After 11 years in New York City, choreographer Vanessa Paige Swanson has come to the conclusion that the more abstract your art, the better.
“There is a lot of pressure to be weird,” said Swanson. “I thought I was weird already, but it is never enough in New York.”
That’s why it was so refreshing, these past few months, for her to flee the city and return to her old dancing grounds in Albany. As the first guest choreographer of Nacre Dance Company, Swanson was able to create a pure dance — one in which technique is not something a dancer needs to hide, but something to be used and celebrated.
The artistic director of Vanessa Paige Dance and Soundance in Brooklyn, Swanson was invited by Beth Hartle, artistic director of the brand-new Nacre Dance Company. Swanson’s new piece, “Watching You Without Me,” will be the only new work on Nacre’s inaugural program next week.
Nacre Dance Company
WHERE: The Egg, Empire State Plaza, Albany
WHEN: 2 and 8 p.m. Saturday, Feb. 28
HOW MUCH: $20; $15 for seniors and students
“I really loved returning to my dance roots,” said Swanson, a former dancer and choreographer with Maude Baum and Company Dance Theatre. “In New York, if you do an arabesque or something beautiful, even if it is something that comes natural to the dance, a choreographer won’t like it. With Nacre, I am working with people who are really dancing and not apologizing for it.”
That’s a bit surprising coming from Swanson, as she never fit the mold of classic dance diva. During her tenure with Baum in Albany, she created solos in which she talked as much as she danced. A few remain in the Baum repertory, but they are seldom performed. So quirky and funny is their delivery that they are intrinsic to Swanson. It’s doubtful anyone else could pull them off.
“Lynda [Capcefalo] told me I missed my calling,” said Swanson, remembering another Baum colleague. “She always said I should write a book. She would say ‘why aren’t your writing this down? You ought to be writing this down.’ ”
Beyond performing and creating, Swanson has always taught dance too — all ages and levels. She led classes for nine years at Baum’s studio at the eba Theatre and continues to teach at Soundance. The combination of Swanson’s good humor, talent and teaching skills made her an ideal choice for Hartle.
“I invited Vanessa to be our first guest choreographer because I value her not only as a choreographer but a teacher,” said Hartle, who also danced with Swanson at the Baum company. “I knew she would work well with our young artists and she would provide a positive learning experience both in the studio and on the stage.”

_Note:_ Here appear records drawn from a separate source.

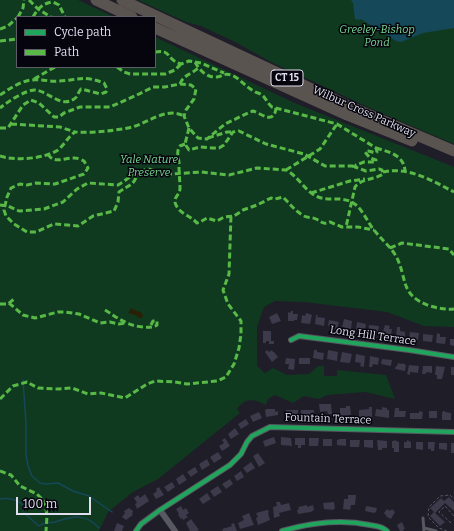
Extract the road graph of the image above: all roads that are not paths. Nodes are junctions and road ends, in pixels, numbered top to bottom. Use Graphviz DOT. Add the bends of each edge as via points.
graph roads {
  1 [pos="96,0"];
  2 [pos="122,0"];
  3 [pos="130,16"];
  4 [pos="156,28"];
  5 [pos="454,151"];
  6 [pos="454,158"];
  7 [pos="291,340"];
  8 [pos="454,357"];
  9 [pos="454,432"];
  10 [pos="160,510"];
  11 [pos="423,518"];
  12 [pos="424,530"];
  13 [pos="136,531"];
  14 [pos="175,531"];
  15 [pos="282,531"];
  16 [pos="387,531"];
  17 [pos="436,531"];
  1 -- 3 [label="highway"];
  2 -- 5 [label="highway, Wilbur Cross Parkway / CT 15" via="346,105"];
  4 -- 6 [label="highway, Wilbur Cross Parkway / CT 15" via="347,115"];
  7 -- 8 [label="street, Long Hill Terrace" via="299,336"];
  9 -- 10 [label="street, Fountain Terrace" via="270,427 252,436 230,466"];
  10 -- 13 [label="street, Fountain Terrace"];
  10 -- 14 [label="street"];
  11 -- 12 [label="lane"];
  12 -- 17 [label="lane"];
  15 -- 16 [label="street" via="341,522 381,527"];
}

That is Swanson’s goal too.
Working with young
“My role, I feel, is to take these young, beautiful Nacre dancers and transform them into performing artists,” said the 42-year-old. “I really love working with them because they still have that youthful quality about them. They haven’t yet learned to be neutral, to be bodies in space. When you see them doing the piece, you are seeing them. They have yet to learn how to be a blank page.”

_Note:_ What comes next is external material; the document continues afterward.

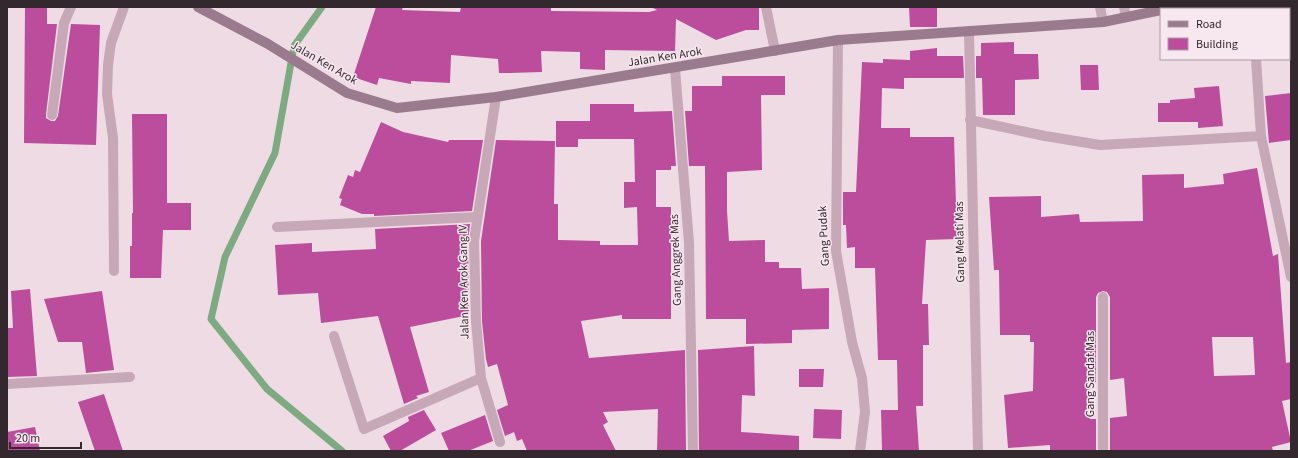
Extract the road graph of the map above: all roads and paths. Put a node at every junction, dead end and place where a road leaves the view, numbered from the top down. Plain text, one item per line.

Swanson’s dance features seven from the all-female company of 21, a mix of professional and pre-professional dancers. It is set to boys choral music composed by Bruno Coulais, which was featured in the film “Les Choristes.” Swanson said she can’t resist choral music, nor telling a story. In this work, she speaks of loss.
“I do want the dancers to find a place in their lives when they felt these emotions,” she said. “I always like to do something with a little bit more emotion. For these dancers, I wanted them to have the experience of connecting the movement with something deeper.”
In addition to Swanson’s new dance, the Nacre’s first outing will feature excerpts or etudes pulled from important historic dances. Among the legendary works will be Doris Humphrey’s “Air for the G String” (1928) and Donald McKayle’s “Rainbow ’Round My Shoulder” (1959). The latter will feature Saratoga Springs singer Garland Nelson.
And while there is a lot of excitement surrounding the new company and the revival of these important dances, many in the dance community are equally happy to see Swanson’s return. The feeling is mutual.
“I’ve done everything I wanted in New York,” said Swanson. “I’ve done the Joyce [Theater], Soho, St. Mark’s [Church]. I’ve been running a dance studio and theater in Williamsburgh, Brooklyn. I have a company. I am now working on a two- to five-year exit plan. What I’ll do is come back to Maude. She’s all for it.”
And when she returns, she would probably be happy to work with Nacre again.
“Nacre has some great, young, beautiful dancers. I loved working with them because they have no expectations. They are so open-minded. So many times I’m working with professional dancers who know that the clock is ticking on their careers. It’s important to them to show what they can do. Working with Nacre, there are no egos to soothe. They do the dance as choreographed and trust that it will look good.”